格基密码的另一重大突破出现在2009年,Gentry在理想格上实现了全同态加密方案的构造,从而解决了困扰密码学者三十多年的公开难题,并且在云计算、云存储日益盛行的今天,有着广阔的应用和发展前景。
三、格基数字签名体制的发展概述
格基数字签名体制的发展大体可以分为两个阶段。在第一个发展阶段,主要是基于NTRU格的困难性设计出了多个NTRU签名方案,如:NSS,R-NSS和NTRUSign等。2001年,NTRU的设计者提出了NSS签名算法,但该算法存在重大缺陷。随后其设计者J.Hoffstein等人对其进行改进并提出了R-NSS签名算法。2008年,胡予濮教授提出了一种新的NTRU数字签名方案,新方案同时具备NSS算法的简洁性和NTRUSign算法的安全性。
随着2008年Gentry等人在文章中提出了原像抽样函数的概念,并借助PSF设计出首个随机预言机模型下可证明安全的格基数字签名方案,格基数字签名进入到了快速发展的第二阶段。
2010年,Cash等人提出了盆景树模型的概念,并基于盆景树模型构造了一个标准模型下可证明安全的数字签名方案,但是盆景树模型的结构特点使得方案的公钥和签名的长度以及空间复杂度都很大,并且方案是EU-sCMA安全的。然而,盆景树模型却为密码学者构造具有特殊性质的数字签名算法提供很好的思路,并取得了大量的研究成果。同年,Boyen提出一个更加高效的格基数字签名方案。Boyen提出了双边陷门的概念,并使用消息选择技术使得签名长度显著减小。而Agrawal等人设计出了一种固定维数的格基委派算法,与盆景树模型相比,该算法通过选择合适的矩阵,利用矩阵乘而不是矩阵的级联进行扩展,保证了扩展后的格与上一级格具有相同的维数,进而使得公钥和签名长度减小。值得一提的是上述方案都是以PSF为基础的,因而构造出好的陷门生成函数一直是格基数字签名的一个重要研究方向。2011年,Alwen和Peikert对Ajtai陷门生成算法进行了改进。2012年,Micciancio和Peikert在欧密会上提出了一个新的陷门生成算法,与之前的算法相比,该算法更加简单高效。在其基础上,Micciancio等人提出了新的原像抽样算法和陷门委托算法,进而构造了一个高效的格基数字签名算法,并在标准模型下对方案的强不可伪造性进行了证明。

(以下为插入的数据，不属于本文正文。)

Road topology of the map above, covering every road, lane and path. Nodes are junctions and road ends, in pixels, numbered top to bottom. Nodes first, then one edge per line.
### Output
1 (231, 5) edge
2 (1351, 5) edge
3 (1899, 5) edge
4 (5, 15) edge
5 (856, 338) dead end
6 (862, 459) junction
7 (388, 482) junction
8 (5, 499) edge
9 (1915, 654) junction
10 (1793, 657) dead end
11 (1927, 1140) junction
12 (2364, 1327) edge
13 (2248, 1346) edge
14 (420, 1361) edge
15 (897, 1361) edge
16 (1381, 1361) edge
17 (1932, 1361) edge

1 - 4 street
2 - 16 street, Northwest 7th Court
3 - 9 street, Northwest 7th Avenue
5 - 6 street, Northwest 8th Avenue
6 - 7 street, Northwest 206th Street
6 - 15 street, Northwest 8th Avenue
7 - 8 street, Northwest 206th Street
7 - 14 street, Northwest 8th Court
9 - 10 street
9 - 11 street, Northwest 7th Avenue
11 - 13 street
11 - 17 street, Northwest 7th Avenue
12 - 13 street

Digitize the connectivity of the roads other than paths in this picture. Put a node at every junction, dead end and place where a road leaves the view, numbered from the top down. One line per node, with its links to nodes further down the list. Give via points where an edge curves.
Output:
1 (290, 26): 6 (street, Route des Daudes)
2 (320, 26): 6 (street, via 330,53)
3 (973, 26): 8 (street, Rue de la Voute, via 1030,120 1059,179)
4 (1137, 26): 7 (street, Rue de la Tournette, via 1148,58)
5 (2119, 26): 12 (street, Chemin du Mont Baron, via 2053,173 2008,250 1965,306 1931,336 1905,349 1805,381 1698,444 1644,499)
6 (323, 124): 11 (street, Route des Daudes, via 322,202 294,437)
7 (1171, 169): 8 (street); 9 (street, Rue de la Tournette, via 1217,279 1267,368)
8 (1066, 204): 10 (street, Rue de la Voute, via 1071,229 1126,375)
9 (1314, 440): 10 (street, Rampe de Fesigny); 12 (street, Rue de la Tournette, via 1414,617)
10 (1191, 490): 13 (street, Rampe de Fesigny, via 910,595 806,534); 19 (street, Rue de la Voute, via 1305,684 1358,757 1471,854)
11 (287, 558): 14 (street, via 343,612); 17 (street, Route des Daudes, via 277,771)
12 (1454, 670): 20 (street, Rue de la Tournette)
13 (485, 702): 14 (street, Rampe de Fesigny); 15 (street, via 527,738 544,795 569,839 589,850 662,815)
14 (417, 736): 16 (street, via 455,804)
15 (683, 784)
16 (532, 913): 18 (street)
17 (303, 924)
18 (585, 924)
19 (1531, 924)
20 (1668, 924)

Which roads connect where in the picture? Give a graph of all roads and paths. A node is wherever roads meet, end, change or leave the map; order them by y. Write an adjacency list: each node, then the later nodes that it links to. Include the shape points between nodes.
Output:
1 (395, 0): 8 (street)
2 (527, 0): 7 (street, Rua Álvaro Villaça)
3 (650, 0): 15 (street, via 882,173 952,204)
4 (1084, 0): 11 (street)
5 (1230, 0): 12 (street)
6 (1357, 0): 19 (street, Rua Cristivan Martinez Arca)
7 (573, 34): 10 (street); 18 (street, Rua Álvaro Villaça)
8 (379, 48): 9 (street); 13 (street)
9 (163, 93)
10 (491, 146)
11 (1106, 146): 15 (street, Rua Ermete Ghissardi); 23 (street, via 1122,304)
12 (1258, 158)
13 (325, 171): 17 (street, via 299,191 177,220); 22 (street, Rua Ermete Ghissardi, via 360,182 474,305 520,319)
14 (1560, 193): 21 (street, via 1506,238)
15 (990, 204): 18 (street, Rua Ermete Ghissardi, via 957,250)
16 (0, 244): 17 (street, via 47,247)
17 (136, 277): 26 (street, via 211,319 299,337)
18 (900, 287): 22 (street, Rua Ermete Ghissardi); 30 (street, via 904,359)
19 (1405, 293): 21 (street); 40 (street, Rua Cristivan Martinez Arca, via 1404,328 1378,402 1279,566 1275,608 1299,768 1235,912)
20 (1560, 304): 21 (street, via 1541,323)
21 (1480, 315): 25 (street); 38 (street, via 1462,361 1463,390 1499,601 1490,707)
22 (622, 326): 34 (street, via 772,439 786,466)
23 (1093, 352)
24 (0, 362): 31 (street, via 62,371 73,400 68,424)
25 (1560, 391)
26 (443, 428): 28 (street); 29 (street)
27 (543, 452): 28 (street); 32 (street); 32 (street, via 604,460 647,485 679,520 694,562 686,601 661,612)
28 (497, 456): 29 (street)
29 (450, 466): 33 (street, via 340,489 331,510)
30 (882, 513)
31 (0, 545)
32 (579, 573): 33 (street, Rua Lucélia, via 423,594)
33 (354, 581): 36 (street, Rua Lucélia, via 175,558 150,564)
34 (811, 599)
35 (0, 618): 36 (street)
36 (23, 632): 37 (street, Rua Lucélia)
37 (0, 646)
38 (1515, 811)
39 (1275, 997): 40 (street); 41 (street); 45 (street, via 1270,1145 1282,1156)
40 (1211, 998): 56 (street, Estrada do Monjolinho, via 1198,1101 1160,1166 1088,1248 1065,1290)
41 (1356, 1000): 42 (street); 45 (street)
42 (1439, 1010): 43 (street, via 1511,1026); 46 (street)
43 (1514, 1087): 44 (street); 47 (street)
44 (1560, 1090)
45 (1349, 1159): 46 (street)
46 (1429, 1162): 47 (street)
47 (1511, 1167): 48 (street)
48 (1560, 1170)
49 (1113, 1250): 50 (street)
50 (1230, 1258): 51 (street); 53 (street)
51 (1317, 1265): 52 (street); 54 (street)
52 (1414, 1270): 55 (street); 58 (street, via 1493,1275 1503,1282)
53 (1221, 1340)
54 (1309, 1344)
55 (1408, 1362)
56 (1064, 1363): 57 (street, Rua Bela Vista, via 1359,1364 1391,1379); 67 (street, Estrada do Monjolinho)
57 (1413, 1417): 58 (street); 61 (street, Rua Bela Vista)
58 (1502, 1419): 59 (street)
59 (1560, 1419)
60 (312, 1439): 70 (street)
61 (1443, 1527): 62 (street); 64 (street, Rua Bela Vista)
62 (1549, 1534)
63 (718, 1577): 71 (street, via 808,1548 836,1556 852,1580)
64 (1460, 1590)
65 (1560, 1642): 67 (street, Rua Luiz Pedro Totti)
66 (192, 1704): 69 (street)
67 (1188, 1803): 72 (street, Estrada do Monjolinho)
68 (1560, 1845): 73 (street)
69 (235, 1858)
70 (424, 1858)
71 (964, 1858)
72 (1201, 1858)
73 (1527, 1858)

另一方面,Lyubashevsky借助Fiat-Shamir模型构造出了一种无陷门的格基签名方案,方案通过使用拒绝性采样来生成签名,其安全性可归约到SIVP问题的困难性上。并且通过改变参数,方案可以转变成一个更加高效的基于LWE问题的数字签名方案。相比于基于陷门构造的签名方案,Lyubashevsky的方案结构更加简单,密钥和签名更短,并且只需进行矩阵乘法和拒绝性采样运算,因而效率更高。
四、结束语
在大数据时代,数据的价值越来越重要,而其安全性遭受到各种威胁,因而研究出高效安全的加密及签名算法显得及其重要。
参考文献:
[1]Ajtai M,Dwork C.A public-key cryptosystem with worst-case/ average-case equivalence[C].Proceedings of the twenty-ninth annual ACM symposium on Theory of computing.ACM,1997:284-293.
[2]Goldreich O,Goldwasser S,Halevi S.Collision-free hashing from lattice problems[C].Electronic Colloquium on Computational Complexity (ECCC).1996,3(42):236-241.
[3]Goldreich O,Goldwasser S,Halevi S.Collision-free hashing from lattice problems[C].Electronic Colloquium on Computational Complexity (ECCC).1996,3(42):236-241.
[4]Nguyen P.Cryptanalysis of the Goldreich-Goldwasser-Halevi cryptosystem from crypto’97[C].Advances in Cryptology—CRYPTO’ 99.Springer Berlin Heidelberg,1999:288-304.